How to solve $\lim_{x\rightarrow a} (2-\frac{x}{a})^{\tan (\frac{\pi x}{2a})}$

Question

Can someone help me to calculate the following limit?

$$\lim_{x\to a} \Big(2-\frac{x}{a}\Big)^{\tan\dfrac{\pi x}{2a}}$$

Thank you.

Answer 1

Consider $\lim_{x\rightarrow a} e^{\ln((2-\frac{x}{a})^{\tan (\frac{\pi x}{2a})})}=\lim_{x\rightarrow a} e^{\tan(\frac{\pi x}{2a})\ln(2-\frac{x}{a})}$.

Clearly it suffices to calculate the limit $$\lim_{x\rightarrow a} {\tan(\frac{\pi x}{2a})\ln(2-\frac{x}{a})}.$$ We can do this by using L'Hopitals rule.

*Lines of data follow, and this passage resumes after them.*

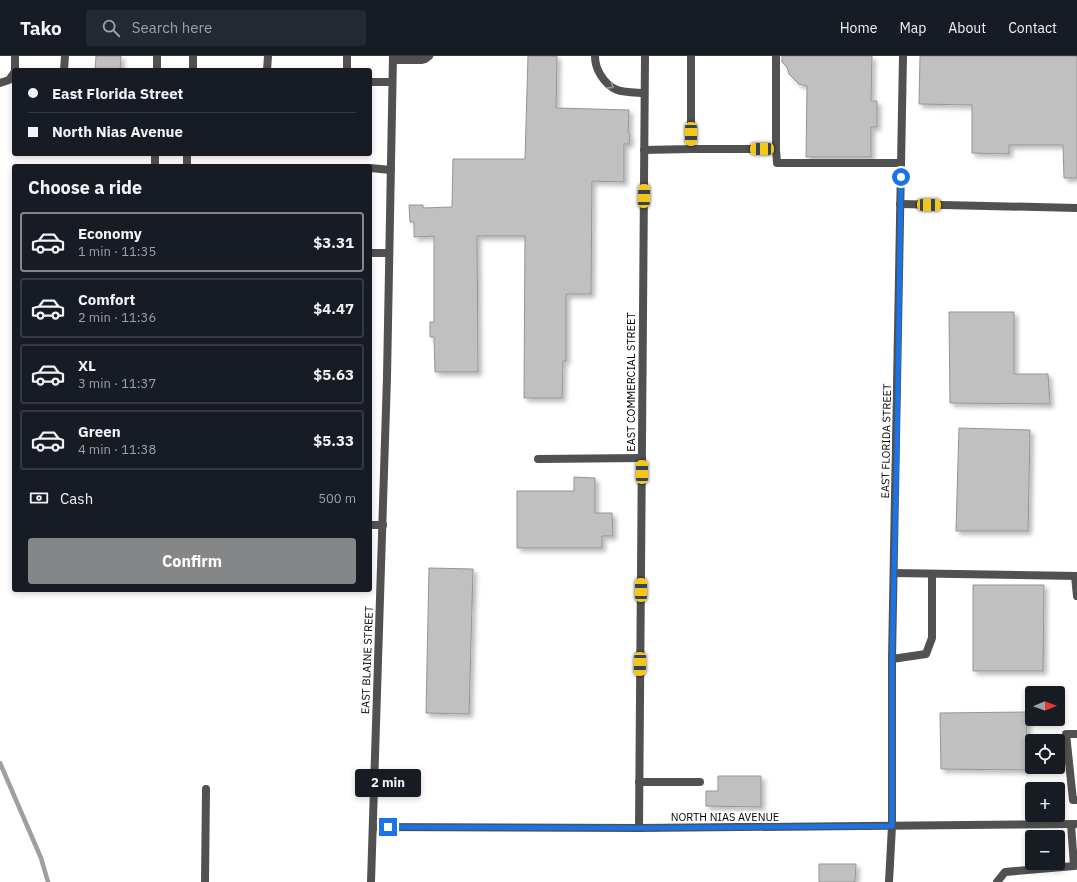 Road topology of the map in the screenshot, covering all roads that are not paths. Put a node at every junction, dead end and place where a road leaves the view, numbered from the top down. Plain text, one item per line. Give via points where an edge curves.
1 (15, 56) edge
2 (65, 56) edge
3 (157, 56) edge
4 (193, 56) edge
5 (268, 56) edge
6 (347, 56) edge
7 (429, 56) edge
8 (595, 56) edge
9 (645, 56) edge
10 (691, 56) edge
11 (776, 56) edge
12 (903, 56) edge
13 (393, 58) edge
14 (15, 68) edge
15 (64, 68) edge
16 (157, 68) edge
17 (193, 68) edge
18 (267, 68) edge
19 (347, 68) edge
20 (12, 76) edge
21 (372, 82) edge
22 (392, 82) junction
23 (0, 83) edge
24 (644, 93) junction
25 (691, 149) junction
26 (776, 149) junction
27 (644, 150) junction
28 (901, 163) junction
29 (372, 168) edge
30 (391, 170) junction
31 (900, 204) junction
32 (1077, 208) edge
33 (372, 253) edge
34 (389, 253) junction
35 (642, 458) junction
36 (538, 459) dead end
37 (372, 526) edge
38 (383, 526) junction
39 (894, 574) junction
40 (932, 574) junction
41 (1076, 576) edge
42 (1077, 596) edge
43 (892, 659) junction
44 (1077, 734) edge
45 (639, 782) junction
46 (700, 782) dead end
47 (206, 789) dead end
48 (1077, 800) edge
49 (1074, 824) edge
50 (892, 826) junction
51 (373, 827) junction
52 (639, 828) junction
53 (1076, 865) edge
54 (205, 882) edge
55 (371, 882) edge
56 (889, 882) edge
57 (997, 882) edge

1 - 14 street
2 - 15 street
3 - 16 street
4 - 17 street
5 - 18 street
6 - 19 street
7 - 13 street via 421,60
8 -> 24 street via 597,69 605,83 623,92
9 - 24 street, EAST COMMERCIAL STREET
10 - 25 street
11 - 26 street
12 - 28 street, EAST FLORIDA STREET
13 - 22 street, EAST BLAINE STREET
20 - 23 street via 9,80
21 - 22 street
22 - 30 street, EAST BLAINE STREET
24 - 27 street, EAST COMMERCIAL STREET
25 - 26 street
25 - 27 street
26 - 28 street via 776,163
27 - 35 street, EAST COMMERCIAL STREET
28 - 31 street, EAST FLORIDA STREET
29 - 30 street
30 - 34 street, EAST BLAINE STREET
31 - 32 street
31 - 39 street, EAST FLORIDA STREET
33 - 34 street
34 - 38 street, EAST BLAINE STREET
35 - 36 street
35 - 45 street, EAST COMMERCIAL STREET
37 - 38 street
38 - 51 street, EAST BLAINE STREET
39 - 40 street
39 - 43 street, EAST FLORIDA STREET
40 - 41 street
40 - 43 street via 932,638 926,654
41 - 42 street
43 - 50 street, EAST FLORIDA STREET
44 - 48 street via 1066,734 1073,800
45 - 46 street
45 - 52 street, EAST COMMERCIAL STREET
47 - 54 street
49 - 50 street, NORTH NIAS AVENUE
49 - 53 street
50 - 52 street, NORTH NIAS AVENUE
50 - 56 street, EAST FLORIDA STREET
51 - 52 street, NORTH NIAS AVENUE
51 - 55 street, EAST BLAINE STREET
53 - 57 street via 1005,872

\begin{eqnarray} \lim_{x\rightarrow a} {\tan(\frac{\pi x}{2a})\ln(2-\frac{x}{a})} &=& \lim_{x\rightarrow a} \frac{\sin(\frac{\pi x}{2a})\ln(2-\frac{x}{a})}{\cos(\frac{\pi x}{2a})}\\ & \overset{\mathrm{H}}{=}& \lim_{x\rightarrow a} \frac{\frac{\pi}{2a}\cos(\frac{\pi x}{2a})\ln(2-\frac{x}{a})-\frac{1}{a}\frac{1}{2-\frac{x}{a}}\sin(\frac{\pi x}{2a})}{-\frac{\pi}{2a}\sin(\frac{\pi x}{2a})}\\ &=& \frac{2}{\pi}. \end{eqnarray}

Hence the desired limit is $e^{\frac{2}{\pi}}$.

Answer 2

Say $2-\dfrac{x}{a}=1+\dfrac{1}{y}$ then $y=\dfrac{a}{a-x}$ and $y\to\infty$ as $x\to a$. With this substitution we have $$\tan(\frac{\pi x}{2a})=\cot(\frac{\pi}{2}-\frac{\pi x}{2a})=\cot(\frac{\pi}{2}-\frac{\pi x}{2a})=\cot\frac{\pi}{2y}$$ so $$\lim_{x\to a} (2-\frac{x}{a})^{\tan (\frac{\pi x}{2a})}=\lim_{y\to\infty}\Big[(1+\dfrac{1}{y})^y\Big]^{\frac1y\cot\frac{\pi}{2y}}$$ But $$\lim_{y\to\infty}\frac1y\cot\frac{\pi}{2y}=\lim_{t\to0}\frac{t}{\tan\frac{\pi t}{2}}=\frac{2}{\pi}$$ Thus thee limit is $\color{red}{e^\frac{2}{\pi}}$.